### [What you are asked to do]
Keep the wording of each record exactly the same when you repeat it, and leave out pictures.

** Task data follows **

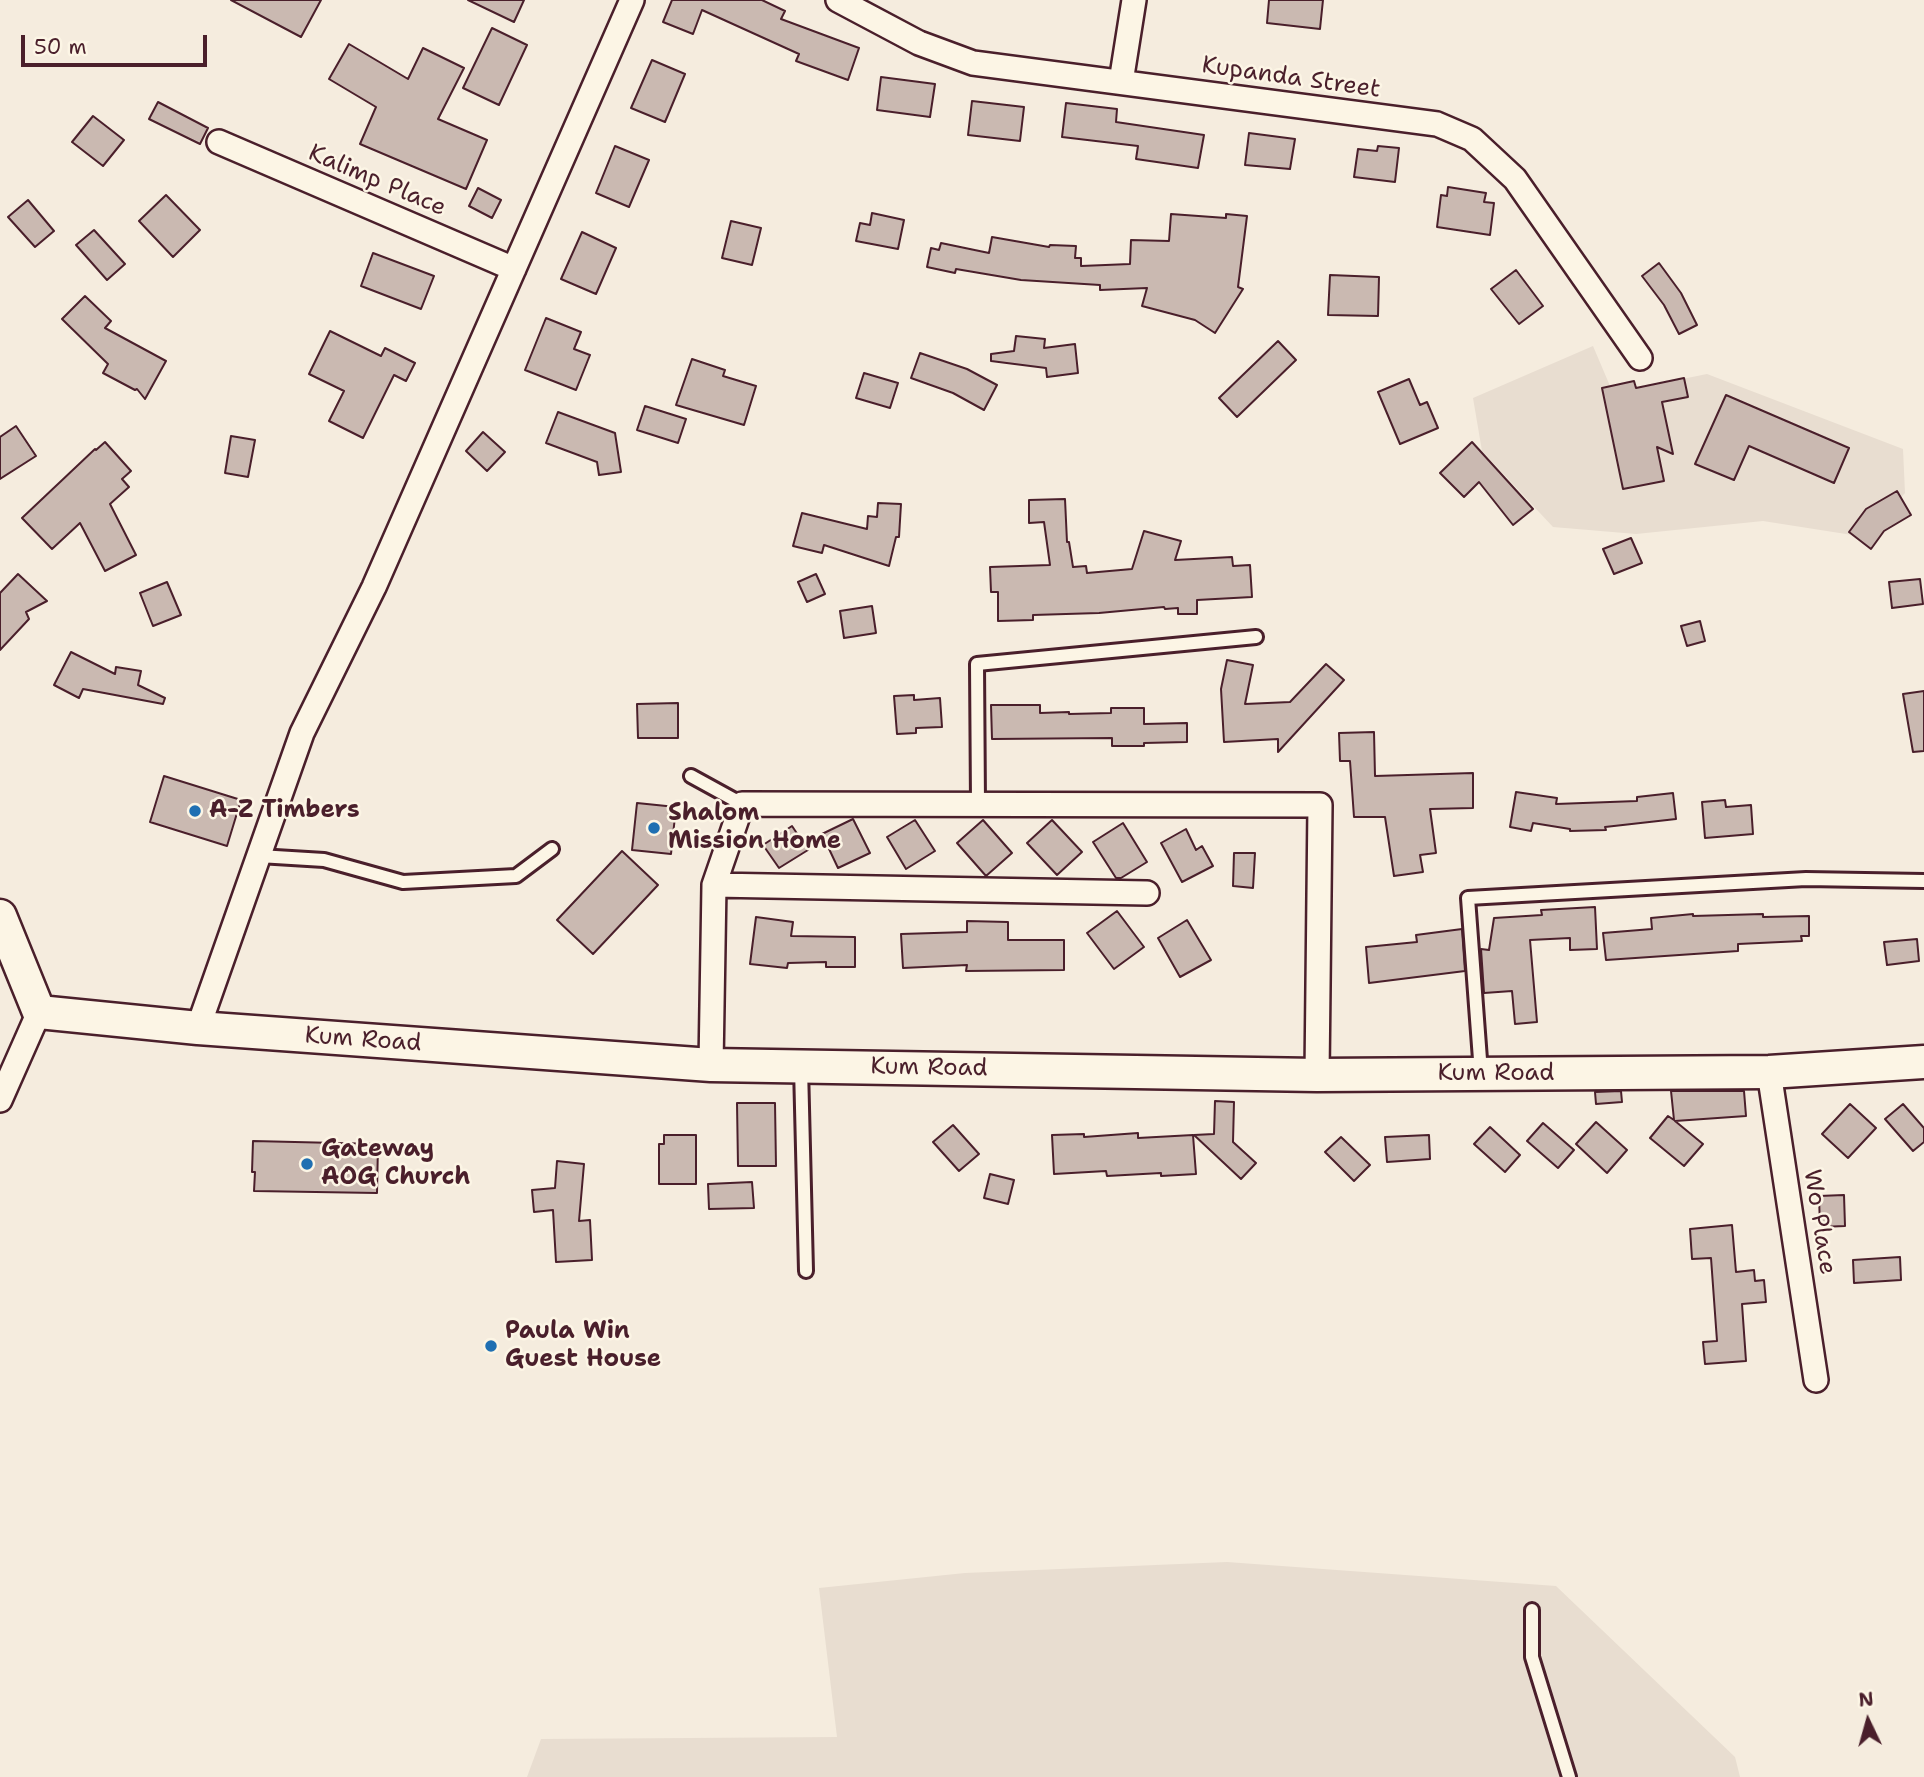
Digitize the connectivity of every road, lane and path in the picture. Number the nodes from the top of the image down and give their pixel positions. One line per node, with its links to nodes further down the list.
1 (632, 0): 6 (street)
2 (838, 0): 4 (street, Kupanda Street)
3 (1134, 0): 4 (street)
4 (1121, 82): 7 (street, Kupanda Street)
5 (219, 142): 6 (street, Kalimp Place)
6 (514, 269): 13 (street)
7 (1640, 358)
8 (1256, 637): 11 (lane)
9 (691, 776): 10 (lane)
10 (742, 804): 11 (street); 15 (street)
11 (978, 804): 25 (street)
12 (552, 849): 13 (lane)
13 (259, 856): 19 (street)
14 (1924, 881): 24 (lane)
15 (714, 885): 16 (street); 21 (street)
16 (1147, 893)
17 (0, 916): 18 (street)
18 (39, 1012): 19 (street, Kum Road); 26 (street)
19 (198, 1028): 21 (street, Kum Road)
20 (1924, 1062): 23 (street, Kum Road)
21 (711, 1065): 22 (street, Kum Road)
22 (801, 1066): 25 (street, Kum Road); 27 (lane)
23 (1769, 1072): 24 (street, Kum Road); 28 (street, Wo Place)
24 (1481, 1074): 25 (street, Kum Road)
25 (1317, 1075)
26 (0, 1100)
27 (806, 1271)
28 (1816, 1380)
29 (1532, 1610): 30 (lane)
30 (1569, 1777)

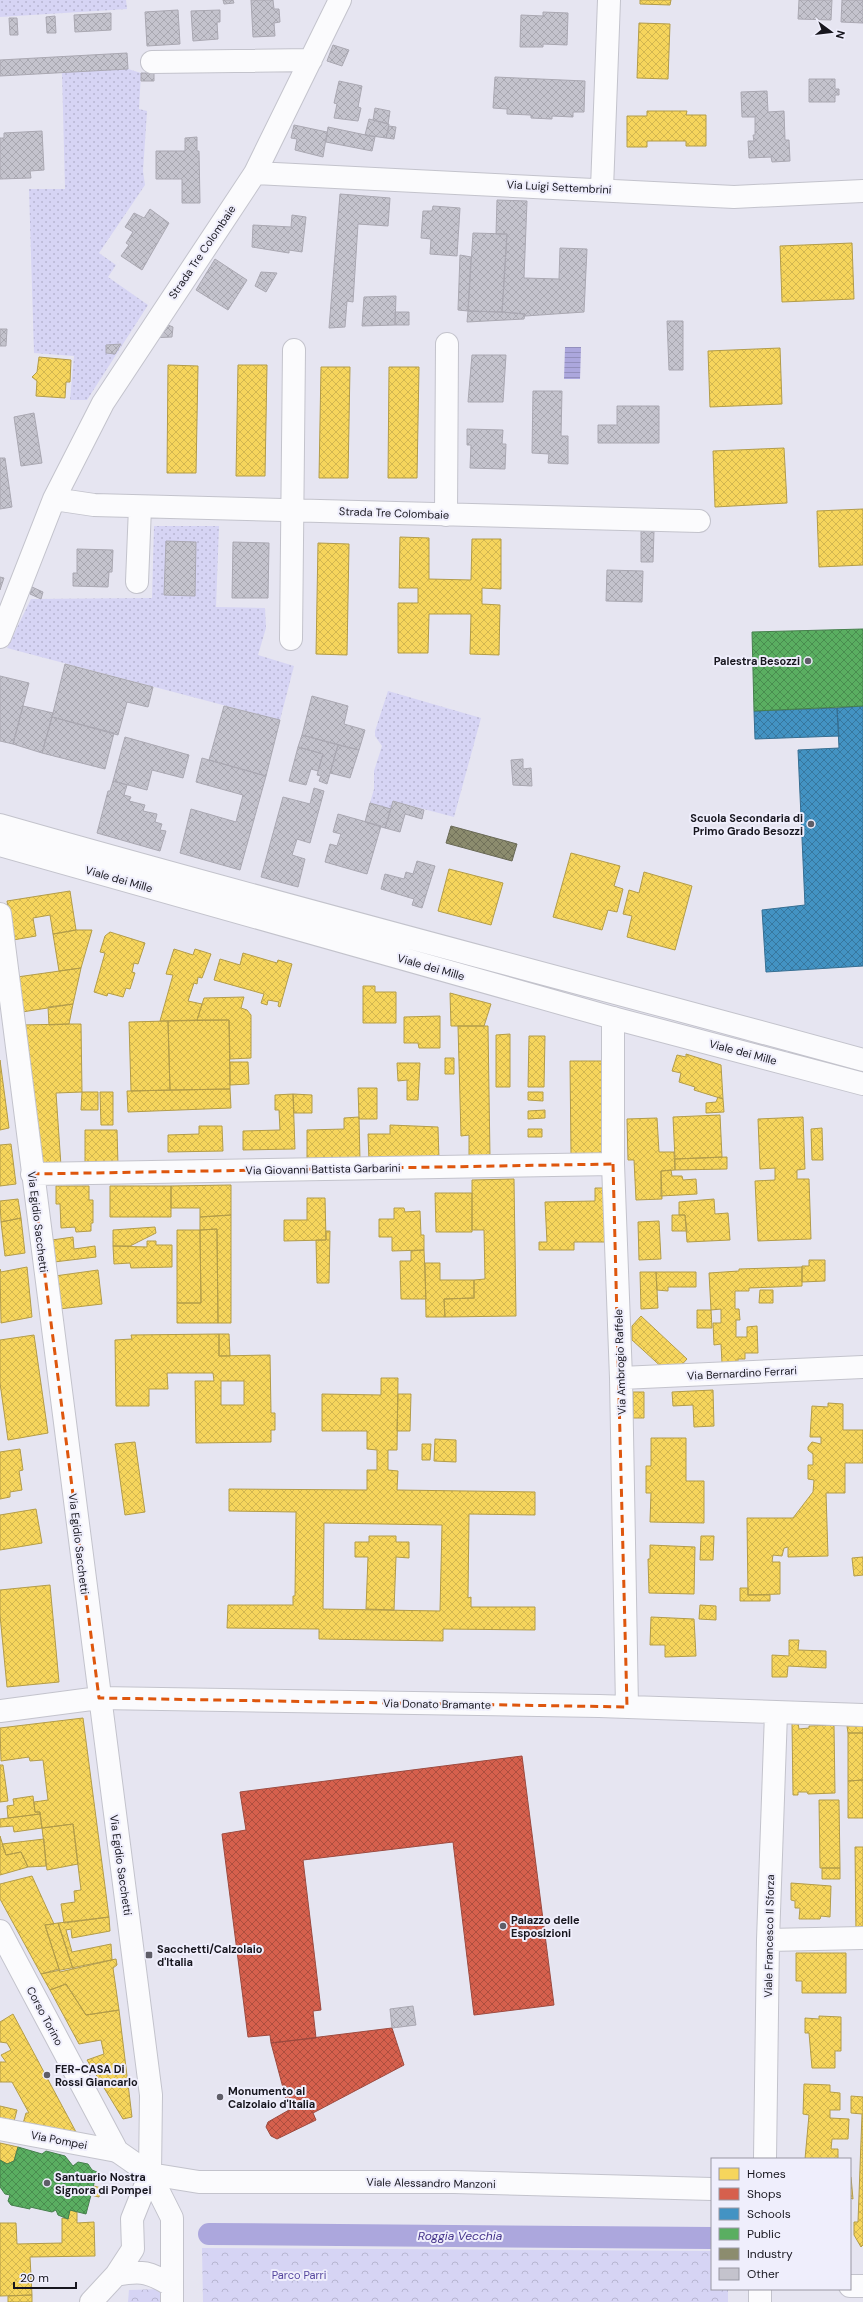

** End of Task data **

### [Solution for this problem]
Digitize the connectivity of every road, lane and path in the picture. Number the nodes from the top of the image down and give their pixel positions. One line per node, with its links to nodes further down the list.
1 (632, 0): 6 (street)
2 (838, 0): 4 (street, Kupanda Street)
3 (1134, 0): 4 (street)
4 (1121, 82): 7 (street, Kupanda Street)
5 (219, 142): 6 (street, Kalimp Place)
6 (514, 269): 13 (street)
7 (1640, 358)
8 (1256, 637): 11 (lane)
9 (691, 776): 10 (lane)
10 (742, 804): 11 (street); 15 (street)
11 (978, 804): 25 (street)
12 (552, 849): 13 (lane)
13 (259, 856): 19 (street)
14 (1924, 881): 24 (lane)
15 (714, 885): 16 (street); 21 (street)
16 (1147, 893)
17 (0, 916): 18 (street)
18 (39, 1012): 19 (street, Kum Road); 26 (street)
19 (198, 1028): 21 (street, Kum Road)
20 (1924, 1062): 23 (street, Kum Road)
21 (711, 1065): 22 (street, Kum Road)
22 (801, 1066): 25 (street, Kum Road); 27 (lane)
23 (1769, 1072): 24 (street, Kum Road); 28 (street, Wo Place)
24 (1481, 1074): 25 (street, Kum Road)
25 (1317, 1075)
26 (0, 1100)
27 (806, 1271)
28 (1816, 1380)
29 (1532, 1610): 30 (lane)
30 (1569, 1777)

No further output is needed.